Task prompt:
Report back each line of the records that contains the string "Adlzreiterstraße".

Task material:

=======

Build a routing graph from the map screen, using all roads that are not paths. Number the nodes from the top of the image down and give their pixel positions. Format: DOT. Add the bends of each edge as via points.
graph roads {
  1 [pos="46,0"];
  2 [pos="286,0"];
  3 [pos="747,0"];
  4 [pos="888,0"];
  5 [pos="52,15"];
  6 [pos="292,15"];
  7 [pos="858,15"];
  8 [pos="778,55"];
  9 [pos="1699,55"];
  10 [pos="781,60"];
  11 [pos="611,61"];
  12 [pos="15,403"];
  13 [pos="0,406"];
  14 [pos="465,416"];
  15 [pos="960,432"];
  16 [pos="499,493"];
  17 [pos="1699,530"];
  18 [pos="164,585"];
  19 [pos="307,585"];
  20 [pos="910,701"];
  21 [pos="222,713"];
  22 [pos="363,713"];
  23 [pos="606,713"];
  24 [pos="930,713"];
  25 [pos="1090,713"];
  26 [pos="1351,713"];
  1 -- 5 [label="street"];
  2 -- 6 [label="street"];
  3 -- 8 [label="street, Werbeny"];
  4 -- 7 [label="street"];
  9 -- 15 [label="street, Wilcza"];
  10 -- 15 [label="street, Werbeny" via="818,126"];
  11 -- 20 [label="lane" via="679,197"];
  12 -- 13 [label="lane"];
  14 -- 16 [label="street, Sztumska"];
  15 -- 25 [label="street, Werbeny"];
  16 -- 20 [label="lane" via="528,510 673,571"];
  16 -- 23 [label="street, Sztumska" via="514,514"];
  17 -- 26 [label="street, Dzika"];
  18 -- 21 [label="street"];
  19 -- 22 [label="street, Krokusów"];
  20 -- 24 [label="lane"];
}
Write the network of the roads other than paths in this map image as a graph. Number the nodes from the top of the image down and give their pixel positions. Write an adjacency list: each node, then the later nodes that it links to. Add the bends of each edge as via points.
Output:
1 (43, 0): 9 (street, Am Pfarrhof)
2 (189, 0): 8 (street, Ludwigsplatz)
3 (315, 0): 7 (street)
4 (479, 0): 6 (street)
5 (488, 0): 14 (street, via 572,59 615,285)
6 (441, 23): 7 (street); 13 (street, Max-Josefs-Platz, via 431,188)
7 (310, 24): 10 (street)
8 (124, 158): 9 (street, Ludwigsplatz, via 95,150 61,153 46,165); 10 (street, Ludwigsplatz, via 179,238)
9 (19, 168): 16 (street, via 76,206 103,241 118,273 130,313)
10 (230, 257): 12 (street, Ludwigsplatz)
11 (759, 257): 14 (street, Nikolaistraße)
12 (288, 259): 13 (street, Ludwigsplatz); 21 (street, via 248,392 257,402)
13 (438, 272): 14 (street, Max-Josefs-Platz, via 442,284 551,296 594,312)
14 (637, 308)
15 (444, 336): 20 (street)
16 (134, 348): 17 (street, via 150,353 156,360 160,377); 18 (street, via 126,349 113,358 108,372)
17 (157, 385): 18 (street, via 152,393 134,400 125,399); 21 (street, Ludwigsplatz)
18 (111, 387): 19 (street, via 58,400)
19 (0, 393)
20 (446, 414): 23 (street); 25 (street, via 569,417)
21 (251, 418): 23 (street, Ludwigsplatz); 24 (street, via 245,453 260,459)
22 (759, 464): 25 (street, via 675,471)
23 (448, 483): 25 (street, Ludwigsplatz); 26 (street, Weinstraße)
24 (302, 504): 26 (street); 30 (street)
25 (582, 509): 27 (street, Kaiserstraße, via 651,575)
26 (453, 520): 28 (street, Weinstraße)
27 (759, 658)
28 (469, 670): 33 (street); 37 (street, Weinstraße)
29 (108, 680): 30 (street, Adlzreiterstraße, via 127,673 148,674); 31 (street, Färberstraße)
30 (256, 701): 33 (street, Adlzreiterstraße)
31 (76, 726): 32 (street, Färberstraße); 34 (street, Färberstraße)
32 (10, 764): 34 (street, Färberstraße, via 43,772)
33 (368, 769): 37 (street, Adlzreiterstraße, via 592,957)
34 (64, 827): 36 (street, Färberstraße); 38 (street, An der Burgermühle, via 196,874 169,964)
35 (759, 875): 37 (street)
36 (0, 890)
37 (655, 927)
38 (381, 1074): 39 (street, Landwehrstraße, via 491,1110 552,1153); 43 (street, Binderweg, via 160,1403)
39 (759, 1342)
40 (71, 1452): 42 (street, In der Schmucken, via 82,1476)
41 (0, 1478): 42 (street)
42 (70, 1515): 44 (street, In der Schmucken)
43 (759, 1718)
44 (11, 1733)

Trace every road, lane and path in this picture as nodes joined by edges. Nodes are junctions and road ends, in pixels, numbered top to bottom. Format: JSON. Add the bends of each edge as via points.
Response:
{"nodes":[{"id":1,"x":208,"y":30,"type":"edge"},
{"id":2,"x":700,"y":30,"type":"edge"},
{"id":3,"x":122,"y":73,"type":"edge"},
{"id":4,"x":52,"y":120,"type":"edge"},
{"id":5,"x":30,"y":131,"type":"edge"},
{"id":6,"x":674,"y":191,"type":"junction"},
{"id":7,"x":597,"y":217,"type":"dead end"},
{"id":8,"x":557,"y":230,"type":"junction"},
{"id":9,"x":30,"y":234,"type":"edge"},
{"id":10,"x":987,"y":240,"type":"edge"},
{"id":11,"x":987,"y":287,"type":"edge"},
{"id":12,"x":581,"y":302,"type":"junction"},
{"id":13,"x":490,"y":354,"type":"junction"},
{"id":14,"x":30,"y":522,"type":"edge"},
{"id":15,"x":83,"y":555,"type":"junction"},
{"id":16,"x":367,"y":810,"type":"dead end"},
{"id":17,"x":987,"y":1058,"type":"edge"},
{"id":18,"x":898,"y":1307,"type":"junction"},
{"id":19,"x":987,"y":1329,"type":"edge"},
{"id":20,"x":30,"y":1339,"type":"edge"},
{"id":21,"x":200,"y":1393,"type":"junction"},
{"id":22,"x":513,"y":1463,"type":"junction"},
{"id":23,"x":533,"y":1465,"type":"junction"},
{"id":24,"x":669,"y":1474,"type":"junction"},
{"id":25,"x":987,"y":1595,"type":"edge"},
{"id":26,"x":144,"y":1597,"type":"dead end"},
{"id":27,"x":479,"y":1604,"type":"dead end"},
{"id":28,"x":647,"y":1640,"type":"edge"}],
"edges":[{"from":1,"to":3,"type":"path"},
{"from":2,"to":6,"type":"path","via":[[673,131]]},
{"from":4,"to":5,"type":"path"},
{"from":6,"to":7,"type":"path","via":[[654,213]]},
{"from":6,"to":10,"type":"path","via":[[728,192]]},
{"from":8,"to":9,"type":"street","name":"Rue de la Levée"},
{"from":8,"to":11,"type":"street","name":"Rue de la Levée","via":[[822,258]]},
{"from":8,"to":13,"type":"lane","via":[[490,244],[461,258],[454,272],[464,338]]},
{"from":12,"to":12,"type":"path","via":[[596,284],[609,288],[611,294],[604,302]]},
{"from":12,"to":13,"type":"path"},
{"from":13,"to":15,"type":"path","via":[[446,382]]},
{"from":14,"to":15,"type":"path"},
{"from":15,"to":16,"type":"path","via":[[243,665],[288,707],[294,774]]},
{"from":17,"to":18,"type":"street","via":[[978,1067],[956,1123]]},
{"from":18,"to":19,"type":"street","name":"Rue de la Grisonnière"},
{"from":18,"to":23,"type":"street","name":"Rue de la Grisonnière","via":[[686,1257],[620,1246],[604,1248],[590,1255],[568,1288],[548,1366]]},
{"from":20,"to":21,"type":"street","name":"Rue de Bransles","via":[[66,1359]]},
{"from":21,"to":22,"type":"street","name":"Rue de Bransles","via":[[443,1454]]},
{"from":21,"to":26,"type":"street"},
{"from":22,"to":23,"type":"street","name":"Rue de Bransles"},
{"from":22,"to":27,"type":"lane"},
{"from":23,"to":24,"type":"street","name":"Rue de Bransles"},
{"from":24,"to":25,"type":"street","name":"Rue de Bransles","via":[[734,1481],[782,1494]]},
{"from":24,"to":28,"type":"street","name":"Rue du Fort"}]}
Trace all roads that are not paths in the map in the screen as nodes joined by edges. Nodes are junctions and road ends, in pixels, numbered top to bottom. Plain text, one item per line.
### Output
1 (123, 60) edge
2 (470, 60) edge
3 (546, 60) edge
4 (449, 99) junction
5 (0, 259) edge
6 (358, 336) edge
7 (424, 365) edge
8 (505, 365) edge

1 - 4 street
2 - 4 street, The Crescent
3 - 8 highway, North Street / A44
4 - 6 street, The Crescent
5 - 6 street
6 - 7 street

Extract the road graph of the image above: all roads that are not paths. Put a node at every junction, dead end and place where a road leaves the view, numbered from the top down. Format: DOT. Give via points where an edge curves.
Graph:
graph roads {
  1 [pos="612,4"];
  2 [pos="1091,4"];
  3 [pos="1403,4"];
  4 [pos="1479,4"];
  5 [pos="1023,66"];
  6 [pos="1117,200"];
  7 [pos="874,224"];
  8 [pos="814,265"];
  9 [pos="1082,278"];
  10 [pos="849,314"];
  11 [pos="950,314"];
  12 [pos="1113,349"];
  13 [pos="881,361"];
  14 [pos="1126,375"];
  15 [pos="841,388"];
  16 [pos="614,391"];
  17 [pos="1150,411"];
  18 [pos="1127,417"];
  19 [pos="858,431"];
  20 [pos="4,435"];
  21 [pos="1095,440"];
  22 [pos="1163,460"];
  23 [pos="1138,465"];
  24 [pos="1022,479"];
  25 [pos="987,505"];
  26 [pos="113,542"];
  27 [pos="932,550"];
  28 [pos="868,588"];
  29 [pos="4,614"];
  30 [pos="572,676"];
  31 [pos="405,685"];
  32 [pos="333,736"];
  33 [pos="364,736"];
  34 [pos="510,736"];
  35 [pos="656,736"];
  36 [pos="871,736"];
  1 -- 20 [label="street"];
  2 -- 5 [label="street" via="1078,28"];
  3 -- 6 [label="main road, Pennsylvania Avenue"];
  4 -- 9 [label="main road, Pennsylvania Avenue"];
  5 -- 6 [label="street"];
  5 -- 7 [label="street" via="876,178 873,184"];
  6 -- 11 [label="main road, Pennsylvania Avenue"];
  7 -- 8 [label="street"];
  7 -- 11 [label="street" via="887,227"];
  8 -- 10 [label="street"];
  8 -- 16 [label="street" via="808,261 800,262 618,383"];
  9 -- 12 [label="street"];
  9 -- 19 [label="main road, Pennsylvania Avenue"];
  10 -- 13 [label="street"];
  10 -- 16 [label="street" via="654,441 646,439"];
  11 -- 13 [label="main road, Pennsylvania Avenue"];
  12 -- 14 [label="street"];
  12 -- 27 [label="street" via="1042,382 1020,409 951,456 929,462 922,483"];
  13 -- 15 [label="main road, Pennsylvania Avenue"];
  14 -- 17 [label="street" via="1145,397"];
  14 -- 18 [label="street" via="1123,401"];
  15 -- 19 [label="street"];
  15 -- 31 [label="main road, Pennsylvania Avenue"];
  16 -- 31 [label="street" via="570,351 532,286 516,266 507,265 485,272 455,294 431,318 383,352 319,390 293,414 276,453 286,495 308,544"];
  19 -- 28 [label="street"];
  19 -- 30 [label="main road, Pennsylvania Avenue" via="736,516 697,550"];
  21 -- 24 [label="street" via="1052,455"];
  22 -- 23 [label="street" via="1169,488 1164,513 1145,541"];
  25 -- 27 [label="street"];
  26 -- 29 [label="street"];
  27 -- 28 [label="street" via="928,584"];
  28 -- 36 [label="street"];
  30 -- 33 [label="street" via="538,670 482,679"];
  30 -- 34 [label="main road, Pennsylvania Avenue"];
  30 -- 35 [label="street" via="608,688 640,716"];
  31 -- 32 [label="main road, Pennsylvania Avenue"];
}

=======

Answer box:
29 (108, 680): 30 (street, Adlzreiterstraße, via 127,673 148,674); 31 (street, Färberstraße)
30 (256, 701): 33 (street, Adlzreiterstraße)
33 (368, 769): 37 (street, Adlzreiterstraße, via 592,957)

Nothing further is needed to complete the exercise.